UGC 1941 UGC 2073
And
☀13.5mag
Ø 84'' / 78''

Lewis Swift discovered NGC 317 = Sw. II-11 on 1 Oct 1885 with the 16" refractor at Warner Observatory. His position is 28 sec of RA east and 1' N of PGC 3442. He mentions a "Double star close following", but he confused the directions as the pair of stars is close preceding. This galaxy is identified as NGC 317A in the MCG as the close pair are given separate designations.

400/500mm - 17.5" (8/29/92): the SSE component of this double galaxy appeared very faint, very small, round, low even surface brightness. A mag 11 star is 1' W and a faint mag 14 star is 1' SW, forming a wide 30" double. The NNW component is the slightly brighter of the pair and appears faint, very small, very small bright core, stellar nucleus. On the POSS the SSE galaxy is the brighter component. MCG +07-03-011 lies 6' S.
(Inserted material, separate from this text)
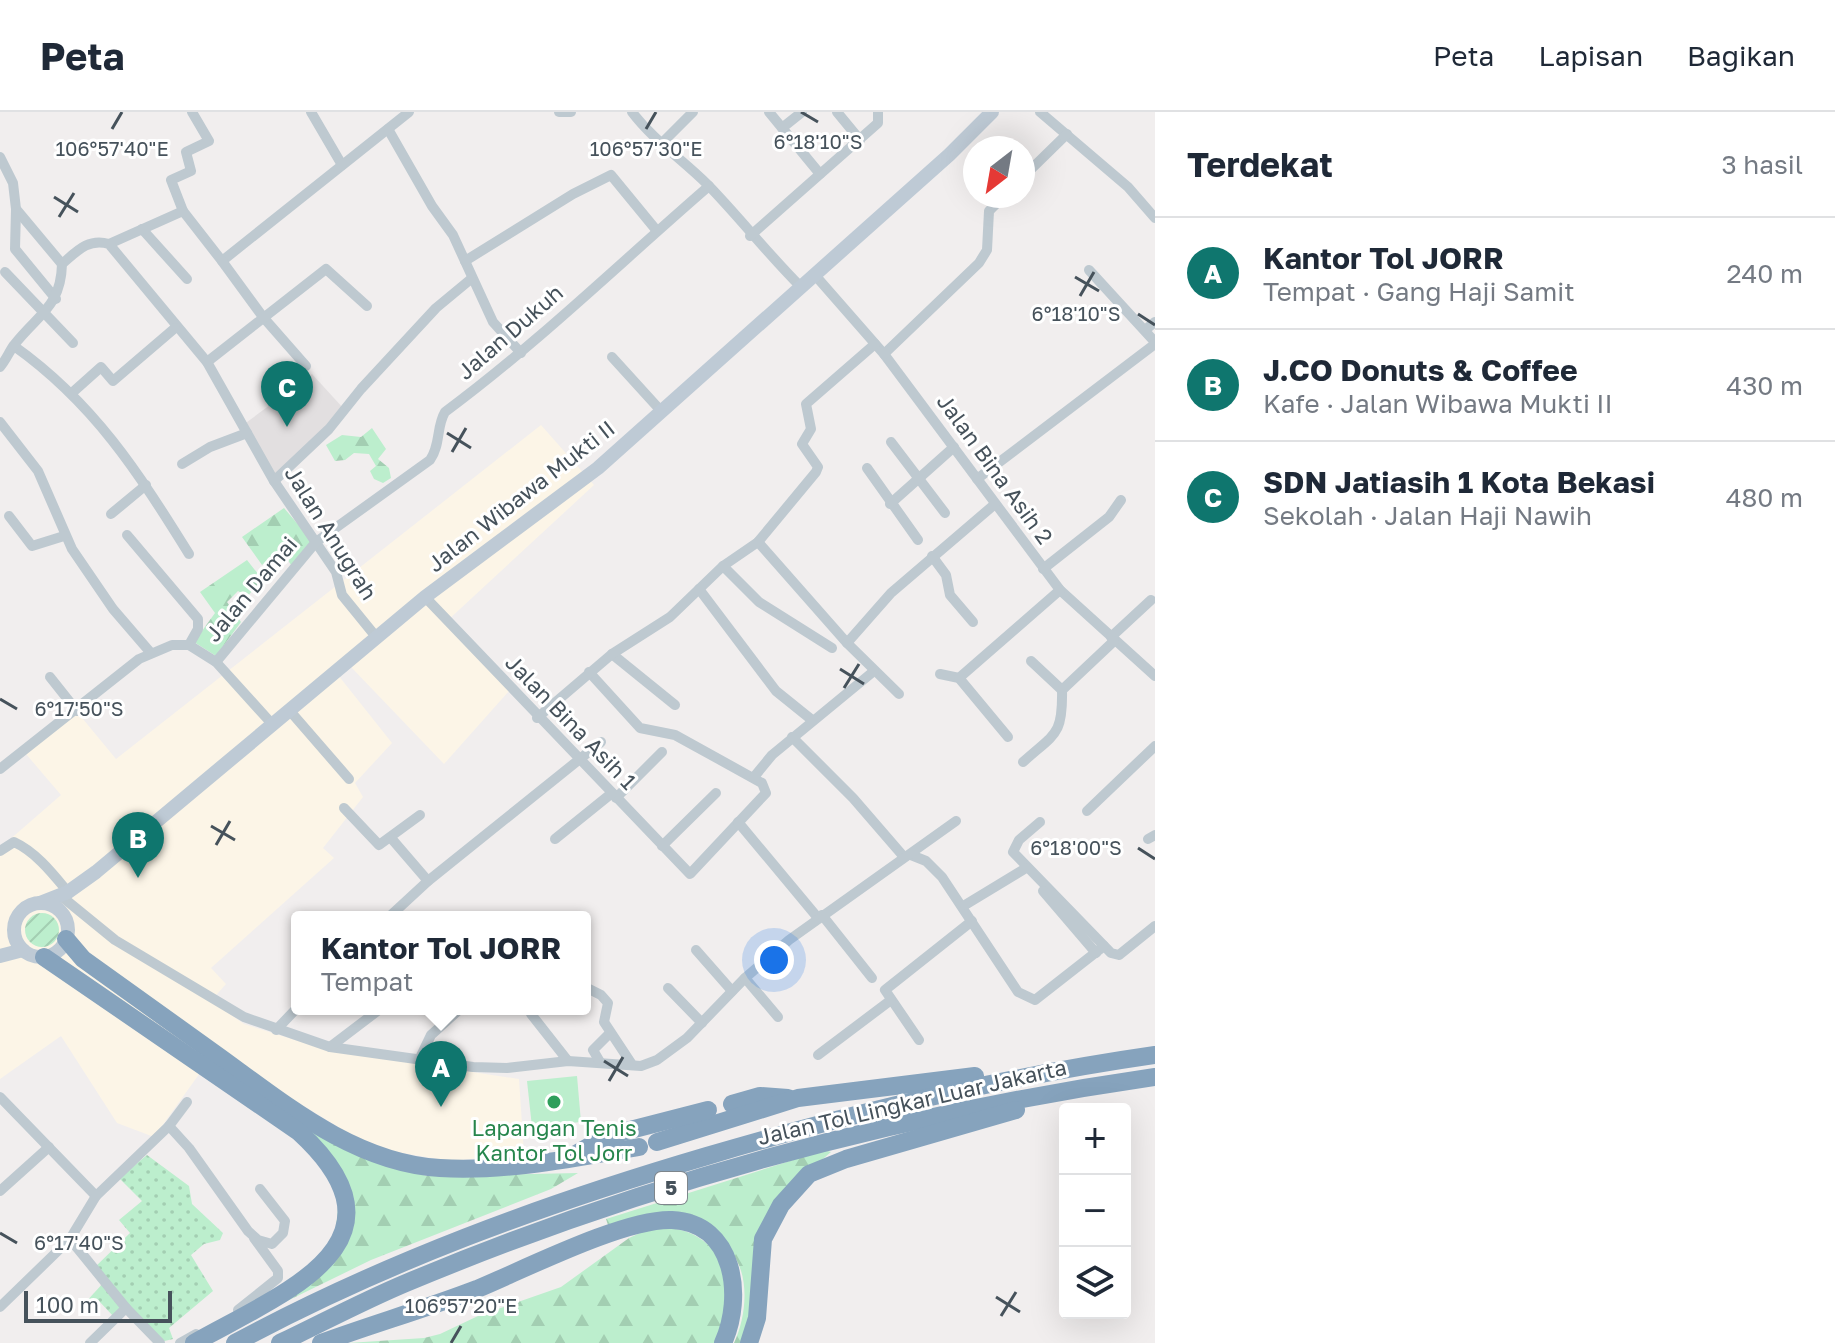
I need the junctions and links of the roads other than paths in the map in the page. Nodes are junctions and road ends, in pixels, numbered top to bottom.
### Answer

600/800mm - 24" (10/5/13): this is the larger component of a close double system with NGC 317A = UGC 593 just 35" NNW (between centers). At 375x appeared fairly faint, very elongated WNW-ESE, ~45"x15", weak concentration, slightly brighter core. Two mag 11.5/13.8 stars lie 1' W. NGC 317A appeared fairly faint to moderately bright, small, fairly high surface brightness (core region) ~15". With averted vision, the core is surrounded by a thin, very low surface brightness halo increasing the diameter to 25". CGCG 536-014 lies 5.5' S, forming the isolated triplet KTG 2. It appeared faint, fairly small, elongated 3:2 WSW-ENE, 25"x18", low even surface brightness.